Si les entreprises ne peuvent donc pas compter sur l’épargne domestique, il faut qu’elles se tournent vers les investisseurs internationaux. Ils sont d’ailleurs de plus en plus présents : près de 50% des grandes entreprises françaises sont aujourd’hui détenues par des non-résidents, un record parmi les pays comparables. Mais cette dépendance n’est pas sans risques car elle fragilise les stratégies de long terme : en cas de crise, les investisseurs étrangers se replient rapidement sur leur base géographique. Sans parler des risques de délocalisation de sièges sociaux hors de France.

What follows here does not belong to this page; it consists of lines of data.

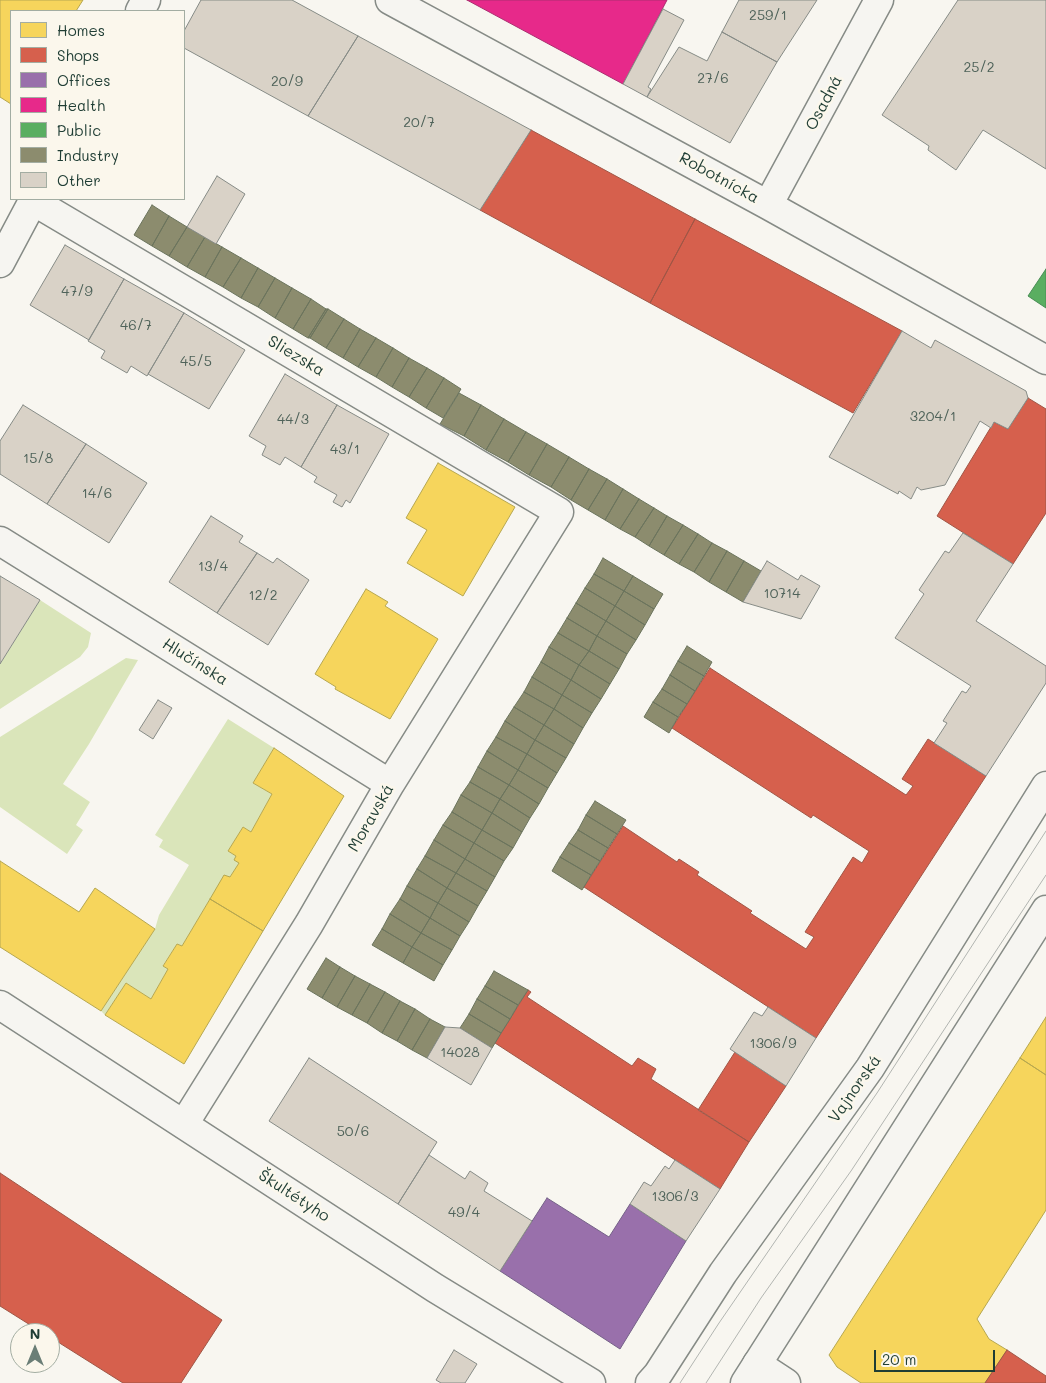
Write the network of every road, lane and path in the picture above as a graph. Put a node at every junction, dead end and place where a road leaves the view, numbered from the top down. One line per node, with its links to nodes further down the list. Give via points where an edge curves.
1 (390, 0): 4 (street, Robotnícka)
2 (879, 0): 4 (street, Osadná)
3 (34, 200): 5 (street); 7 (street, Sliezska)
4 (768, 205): 6 (street, Robotnícka)
5 (0, 263)
6 (1046, 360)
7 (559, 512): 9 (street, Moravská)
8 (0, 541): 9 (street, Hlučínska)
9 (390, 784): 13 (street, Moravská, via 309,924)
10 (1046, 786): 16 (street, Vajnorská, via 870,1068 723,1273)
11 (1046, 910): 14 (street)
12 (0, 1005): 13 (street, Škultétyho)
13 (184, 1124): 15 (street, Škultétyho, via 435,1288)
14 (751, 1374): 17 (street)
15 (591, 1383)
16 (650, 1383)
17 (786, 1383)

Au moins les grandes entreprises ont accès à cette épargne internationale. Ce qui n’est pas le cas de nos PME et même ETI qui se retrouvent ainsi asphyxiées dans leur croissance.

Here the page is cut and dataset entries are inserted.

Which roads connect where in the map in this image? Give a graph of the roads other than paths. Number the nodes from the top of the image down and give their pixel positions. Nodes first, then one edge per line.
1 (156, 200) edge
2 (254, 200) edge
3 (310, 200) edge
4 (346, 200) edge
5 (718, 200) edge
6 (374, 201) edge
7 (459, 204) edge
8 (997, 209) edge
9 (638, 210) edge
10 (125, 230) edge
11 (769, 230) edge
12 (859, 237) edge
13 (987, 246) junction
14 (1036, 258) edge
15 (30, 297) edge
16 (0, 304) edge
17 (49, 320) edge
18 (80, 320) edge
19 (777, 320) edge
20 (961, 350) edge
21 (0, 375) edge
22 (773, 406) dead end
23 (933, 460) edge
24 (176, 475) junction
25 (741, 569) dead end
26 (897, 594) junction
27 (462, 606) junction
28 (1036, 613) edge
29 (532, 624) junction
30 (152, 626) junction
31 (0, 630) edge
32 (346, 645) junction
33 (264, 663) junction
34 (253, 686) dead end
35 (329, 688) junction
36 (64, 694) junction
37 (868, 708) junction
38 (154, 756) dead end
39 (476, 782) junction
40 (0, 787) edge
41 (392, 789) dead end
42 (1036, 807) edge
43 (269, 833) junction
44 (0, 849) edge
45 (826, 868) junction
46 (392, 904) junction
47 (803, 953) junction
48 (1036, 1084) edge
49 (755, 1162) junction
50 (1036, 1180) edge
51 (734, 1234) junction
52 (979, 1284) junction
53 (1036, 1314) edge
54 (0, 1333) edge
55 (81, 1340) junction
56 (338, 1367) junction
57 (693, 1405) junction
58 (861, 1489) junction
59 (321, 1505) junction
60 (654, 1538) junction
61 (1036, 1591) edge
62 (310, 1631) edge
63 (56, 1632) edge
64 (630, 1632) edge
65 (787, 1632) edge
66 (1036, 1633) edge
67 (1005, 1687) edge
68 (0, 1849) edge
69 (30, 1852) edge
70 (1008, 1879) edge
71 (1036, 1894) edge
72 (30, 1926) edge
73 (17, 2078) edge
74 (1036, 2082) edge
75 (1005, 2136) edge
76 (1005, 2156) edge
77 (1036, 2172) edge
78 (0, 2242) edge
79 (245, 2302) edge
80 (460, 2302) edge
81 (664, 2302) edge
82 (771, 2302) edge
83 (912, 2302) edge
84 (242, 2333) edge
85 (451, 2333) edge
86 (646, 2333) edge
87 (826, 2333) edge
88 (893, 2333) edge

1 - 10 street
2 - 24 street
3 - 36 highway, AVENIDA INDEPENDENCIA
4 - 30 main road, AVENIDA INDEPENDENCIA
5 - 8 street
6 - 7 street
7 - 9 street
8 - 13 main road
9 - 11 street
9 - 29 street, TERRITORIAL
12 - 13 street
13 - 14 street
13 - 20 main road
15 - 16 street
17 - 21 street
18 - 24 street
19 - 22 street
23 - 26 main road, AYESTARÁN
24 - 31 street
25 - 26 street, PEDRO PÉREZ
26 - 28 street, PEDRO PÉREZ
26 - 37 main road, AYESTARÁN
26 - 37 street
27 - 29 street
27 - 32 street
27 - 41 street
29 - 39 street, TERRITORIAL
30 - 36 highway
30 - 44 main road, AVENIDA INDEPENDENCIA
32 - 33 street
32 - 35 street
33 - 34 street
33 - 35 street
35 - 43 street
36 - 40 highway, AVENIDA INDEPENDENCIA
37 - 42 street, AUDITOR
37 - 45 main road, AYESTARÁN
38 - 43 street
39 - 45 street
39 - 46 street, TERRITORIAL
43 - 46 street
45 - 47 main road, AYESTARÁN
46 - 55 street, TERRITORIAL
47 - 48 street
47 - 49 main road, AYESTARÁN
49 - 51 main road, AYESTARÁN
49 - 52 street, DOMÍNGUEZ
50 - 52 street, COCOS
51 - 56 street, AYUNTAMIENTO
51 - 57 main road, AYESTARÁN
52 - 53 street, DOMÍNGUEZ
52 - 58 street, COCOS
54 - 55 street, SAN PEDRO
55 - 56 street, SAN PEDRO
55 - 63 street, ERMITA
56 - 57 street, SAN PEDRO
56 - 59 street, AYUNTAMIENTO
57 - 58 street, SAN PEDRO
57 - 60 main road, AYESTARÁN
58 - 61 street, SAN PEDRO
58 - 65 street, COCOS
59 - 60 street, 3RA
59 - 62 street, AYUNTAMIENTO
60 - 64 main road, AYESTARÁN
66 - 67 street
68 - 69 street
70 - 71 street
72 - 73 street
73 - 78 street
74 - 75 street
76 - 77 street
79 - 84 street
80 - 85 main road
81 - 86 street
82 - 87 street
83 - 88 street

La reconquête de la compétitivité de nos entreprises nécessite donc une réforme en profondeur des circuits de marché finançant les entreprises.
Cela implique en premier lieu une politique publique ambitieuse orientant clairement l’épargne vers ces financements. Pour cela, pas de miracles, le levier de la fiscalité doit être utilisé de façon énergique pour donner un net avantage aux placements longs, surtout en actions, qui traduisent un bénéfice collectif clair au prix d’une prise de risque élevée à court terme (mais sûre à long terme) pour l’épargnant individuel.
Au-delà , cela implique une prise de conscience urgente du rôle croissant que jouent désormais les marchés dans le financement de notre économie, et une réflexion globale sur la finance dont notre pays a besoin pour rebondir, sur son organisation et son fonctionnement pour servir au mieux nos intérêts nationaux.
Certes, des signaux positifs sont apparus récemment : le PEA PME, les fonds Novo, l’allégement de la fiscalité des plus-values, les nouveaux contrats d’assurance-vie… Mais on ne peut pas considérer qu’ils sont, même de loin, à la hauteur du défi que constitue le financement de la reprise. Ils relèvent du traitement pointilliste d’une question globale.
Le virage amorcé aujourd’hui en direction des entreprises doit donc être suivi demain par un second virage, celui de la prise de conscience du rôle positif de la finance pour notre économie. Je parle bien entendu d’une finance saine et tournée vers l’économie réelle : d’une finance de marché orientée vers le long terme et les fonds propres.
Il n’y a pas de fatalité à ce que notre pays reste en marge de la reprise qui paraît s’enclencher en Europe. Tout au long du XIXe siècle et jusqu’à la seconde guerre mondiale, c’est l’épargne de nos compatriotes qui a permis à la France de devenir une grande puissance industrielle en lui fournissant les capitaux nécessaires au développement de ses entreprises.
L’ennemi n’est pas la finance, c’est la mauvaise finance. Alors courage, M. le Président, encore un effort !
Je suis d’accord avec vous sur la « mauvaise finance »….
Je ne me trompe pas mais les banques ne rechigneraient elles pas à prêter malgré les taux directeurs très bas de la BCE ?
« Cela implique en premier lieu une politique publique ambitieuse orientant clairement l’épargne vers ces financements »
C’est impossible : l’Etat a besoin d’orienter l’epargne vers le financement de la dette. Raison pour laquelle les ratios prudentiels favorisent cette orientation en permettant aux banques de ne pas utiliser de capitaux propres dans ce cas-la, sous pretexte que cela serait sans risque.